> _What is being asked_: Exactly as given, write out all the entries again.

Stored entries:
▼
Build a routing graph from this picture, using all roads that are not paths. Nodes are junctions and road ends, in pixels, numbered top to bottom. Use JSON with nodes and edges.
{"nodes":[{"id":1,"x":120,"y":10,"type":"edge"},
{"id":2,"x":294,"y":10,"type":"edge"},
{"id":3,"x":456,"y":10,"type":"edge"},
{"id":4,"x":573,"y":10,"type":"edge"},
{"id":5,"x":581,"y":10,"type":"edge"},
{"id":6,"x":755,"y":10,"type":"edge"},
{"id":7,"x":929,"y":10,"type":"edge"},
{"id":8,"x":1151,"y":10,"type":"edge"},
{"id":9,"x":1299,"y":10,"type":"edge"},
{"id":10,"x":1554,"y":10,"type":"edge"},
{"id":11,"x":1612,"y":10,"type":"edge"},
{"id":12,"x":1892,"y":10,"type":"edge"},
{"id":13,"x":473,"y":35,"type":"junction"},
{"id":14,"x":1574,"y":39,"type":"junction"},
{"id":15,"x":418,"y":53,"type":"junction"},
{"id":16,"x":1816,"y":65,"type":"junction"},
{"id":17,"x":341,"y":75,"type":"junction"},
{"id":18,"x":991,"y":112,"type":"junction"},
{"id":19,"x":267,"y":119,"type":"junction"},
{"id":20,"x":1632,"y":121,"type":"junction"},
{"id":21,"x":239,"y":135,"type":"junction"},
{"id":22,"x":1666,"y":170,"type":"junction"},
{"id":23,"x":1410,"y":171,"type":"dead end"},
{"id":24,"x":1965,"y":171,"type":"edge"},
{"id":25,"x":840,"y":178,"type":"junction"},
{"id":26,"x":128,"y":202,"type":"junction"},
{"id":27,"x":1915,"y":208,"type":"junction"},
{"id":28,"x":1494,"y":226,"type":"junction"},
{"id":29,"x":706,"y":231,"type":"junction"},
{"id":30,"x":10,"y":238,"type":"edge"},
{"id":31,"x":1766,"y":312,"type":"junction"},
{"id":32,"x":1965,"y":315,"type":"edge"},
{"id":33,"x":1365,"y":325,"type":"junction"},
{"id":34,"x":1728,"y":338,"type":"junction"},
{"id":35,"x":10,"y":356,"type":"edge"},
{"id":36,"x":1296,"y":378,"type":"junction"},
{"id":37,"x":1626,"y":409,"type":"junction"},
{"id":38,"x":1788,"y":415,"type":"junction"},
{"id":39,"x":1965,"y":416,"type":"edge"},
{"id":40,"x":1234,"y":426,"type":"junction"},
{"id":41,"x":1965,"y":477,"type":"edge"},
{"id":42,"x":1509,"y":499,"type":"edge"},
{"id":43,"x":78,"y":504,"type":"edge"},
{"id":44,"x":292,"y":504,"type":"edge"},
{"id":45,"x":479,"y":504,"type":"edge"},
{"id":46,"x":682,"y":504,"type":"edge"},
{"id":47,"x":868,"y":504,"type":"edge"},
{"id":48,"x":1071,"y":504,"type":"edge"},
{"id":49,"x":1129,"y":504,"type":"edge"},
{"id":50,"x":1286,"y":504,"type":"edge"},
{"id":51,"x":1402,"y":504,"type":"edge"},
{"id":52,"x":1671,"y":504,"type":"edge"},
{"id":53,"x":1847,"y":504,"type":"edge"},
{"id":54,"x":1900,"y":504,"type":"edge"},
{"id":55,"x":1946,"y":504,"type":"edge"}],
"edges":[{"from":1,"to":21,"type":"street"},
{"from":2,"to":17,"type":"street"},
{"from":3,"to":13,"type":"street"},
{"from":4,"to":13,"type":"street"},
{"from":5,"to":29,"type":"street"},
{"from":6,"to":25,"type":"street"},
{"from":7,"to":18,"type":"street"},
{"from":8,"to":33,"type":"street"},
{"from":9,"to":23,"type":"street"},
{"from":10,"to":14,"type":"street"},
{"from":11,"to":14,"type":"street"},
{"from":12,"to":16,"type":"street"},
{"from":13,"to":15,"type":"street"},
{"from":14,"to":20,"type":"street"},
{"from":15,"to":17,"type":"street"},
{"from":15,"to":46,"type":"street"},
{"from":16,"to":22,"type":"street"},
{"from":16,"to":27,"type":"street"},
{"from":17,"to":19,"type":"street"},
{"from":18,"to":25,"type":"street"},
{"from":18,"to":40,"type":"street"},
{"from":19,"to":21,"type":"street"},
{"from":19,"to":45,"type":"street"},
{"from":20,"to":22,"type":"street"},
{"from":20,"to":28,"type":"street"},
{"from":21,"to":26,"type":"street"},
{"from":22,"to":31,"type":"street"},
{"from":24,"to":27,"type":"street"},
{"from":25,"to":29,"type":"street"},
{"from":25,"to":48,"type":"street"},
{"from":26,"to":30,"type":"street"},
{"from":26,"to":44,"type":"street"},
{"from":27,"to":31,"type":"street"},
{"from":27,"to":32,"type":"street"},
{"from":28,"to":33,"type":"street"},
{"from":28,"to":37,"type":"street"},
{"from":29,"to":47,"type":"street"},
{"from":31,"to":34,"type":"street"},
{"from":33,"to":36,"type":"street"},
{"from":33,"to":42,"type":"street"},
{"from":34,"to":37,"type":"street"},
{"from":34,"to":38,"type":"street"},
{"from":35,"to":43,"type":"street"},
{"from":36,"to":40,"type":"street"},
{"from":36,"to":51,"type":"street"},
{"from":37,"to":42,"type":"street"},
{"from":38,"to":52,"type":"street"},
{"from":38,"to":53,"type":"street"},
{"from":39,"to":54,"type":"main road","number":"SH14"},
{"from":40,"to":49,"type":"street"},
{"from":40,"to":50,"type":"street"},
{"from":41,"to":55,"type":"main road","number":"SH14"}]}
▲
> _Completed exercise_:
Build a routing graph from this picture, using all roads that are not paths. Nodes are junctions and road ends, in pixels, numbered top to bottom. Use JSON with nodes and edges.
{"nodes":[{"id":1,"x":120,"y":10,"type":"edge"},
{"id":2,"x":294,"y":10,"type":"edge"},
{"id":3,"x":456,"y":10,"type":"edge"},
{"id":4,"x":573,"y":10,"type":"edge"},
{"id":5,"x":581,"y":10,"type":"edge"},
{"id":6,"x":755,"y":10,"type":"edge"},
{"id":7,"x":929,"y":10,"type":"edge"},
{"id":8,"x":1151,"y":10,"type":"edge"},
{"id":9,"x":1299,"y":10,"type":"edge"},
{"id":10,"x":1554,"y":10,"type":"edge"},
{"id":11,"x":1612,"y":10,"type":"edge"},
{"id":12,"x":1892,"y":10,"type":"edge"},
{"id":13,"x":473,"y":35,"type":"junction"},
{"id":14,"x":1574,"y":39,"type":"junction"},
{"id":15,"x":418,"y":53,"type":"junction"},
{"id":16,"x":1816,"y":65,"type":"junction"},
{"id":17,"x":341,"y":75,"type":"junction"},
{"id":18,"x":991,"y":112,"type":"junction"},
{"id":19,"x":267,"y":119,"type":"junction"},
{"id":20,"x":1632,"y":121,"type":"junction"},
{"id":21,"x":239,"y":135,"type":"junction"},
{"id":22,"x":1666,"y":170,"type":"junction"},
{"id":23,"x":1410,"y":171,"type":"dead end"},
{"id":24,"x":1965,"y":171,"type":"edge"},
{"id":25,"x":840,"y":178,"type":"junction"},
{"id":26,"x":128,"y":202,"type":"junction"},
{"id":27,"x":1915,"y":208,"type":"junction"},
{"id":28,"x":1494,"y":226,"type":"junction"},
{"id":29,"x":706,"y":231,"type":"junction"},
{"id":30,"x":10,"y":238,"type":"edge"},
{"id":31,"x":1766,"y":312,"type":"junction"},
{"id":32,"x":1965,"y":315,"type":"edge"},
{"id":33,"x":1365,"y":325,"type":"junction"},
{"id":34,"x":1728,"y":338,"type":"junction"},
{"id":35,"x":10,"y":356,"type":"edge"},
{"id":36,"x":1296,"y":378,"type":"junction"},
{"id":37,"x":1626,"y":409,"type":"junction"},
{"id":38,"x":1788,"y":415,"type":"junction"},
{"id":39,"x":1965,"y":416,"type":"edge"},
{"id":40,"x":1234,"y":426,"type":"junction"},
{"id":41,"x":1965,"y":477,"type":"edge"},
{"id":42,"x":1509,"y":499,"type":"edge"},
{"id":43,"x":78,"y":504,"type":"edge"},
{"id":44,"x":292,"y":504,"type":"edge"},
{"id":45,"x":479,"y":504,"type":"edge"},
{"id":46,"x":682,"y":504,"type":"edge"},
{"id":47,"x":868,"y":504,"type":"edge"},
{"id":48,"x":1071,"y":504,"type":"edge"},
{"id":49,"x":1129,"y":504,"type":"edge"},
{"id":50,"x":1286,"y":504,"type":"edge"},
{"id":51,"x":1402,"y":504,"type":"edge"},
{"id":52,"x":1671,"y":504,"type":"edge"},
{"id":53,"x":1847,"y":504,"type":"edge"},
{"id":54,"x":1900,"y":504,"type":"edge"},
{"id":55,"x":1946,"y":504,"type":"edge"}],
"edges":[{"from":1,"to":21,"type":"street"},
{"from":2,"to":17,"type":"street"},
{"from":3,"to":13,"type":"street"},
{"from":4,"to":13,"type":"street"},
{"from":5,"to":29,"type":"street"},
{"from":6,"to":25,"type":"street"},
{"from":7,"to":18,"type":"street"},
{"from":8,"to":33,"type":"street"},
{"from":9,"to":23,"type":"street"},
{"from":10,"to":14,"type":"street"},
{"from":11,"to":14,"type":"street"},
{"from":12,"to":16,"type":"street"},
{"from":13,"to":15,"type":"street"},
{"from":14,"to":20,"type":"street"},
{"from":15,"to":17,"type":"street"},
{"from":15,"to":46,"type":"street"},
{"from":16,"to":22,"type":"street"},
{"from":16,"to":27,"type":"street"},
{"from":17,"to":19,"type":"street"},
{"from":18,"to":25,"type":"street"},
{"from":18,"to":40,"type":"street"},
{"from":19,"to":21,"type":"street"},
{"from":19,"to":45,"type":"street"},
{"from":20,"to":22,"type":"street"},
{"from":20,"to":28,"type":"street"},
{"from":21,"to":26,"type":"street"},
{"from":22,"to":31,"type":"street"},
{"from":24,"to":27,"type":"street"},
{"from":25,"to":29,"type":"street"},
{"from":25,"to":48,"type":"street"},
{"from":26,"to":30,"type":"street"},
{"from":26,"to":44,"type":"street"},
{"from":27,"to":31,"type":"street"},
{"from":27,"to":32,"type":"street"},
{"from":28,"to":33,"type":"street"},
{"from":28,"to":37,"type":"street"},
{"from":29,"to":47,"type":"street"},
{"from":31,"to":34,"type":"street"},
{"from":33,"to":36,"type":"street"},
{"from":33,"to":42,"type":"street"},
{"from":34,"to":37,"type":"street"},
{"from":34,"to":38,"type":"street"},
{"from":35,"to":43,"type":"street"},
{"from":36,"to":40,"type":"street"},
{"from":36,"to":51,"type":"street"},
{"from":37,"to":42,"type":"street"},
{"from":38,"to":52,"type":"street"},
{"from":38,"to":53,"type":"street"},
{"from":39,"to":54,"type":"main road","number":"SH14"},
{"from":40,"to":49,"type":"street"},
{"from":40,"to":50,"type":"street"},
{"from":41,"to":55,"type":"main road","number":"SH14"}]}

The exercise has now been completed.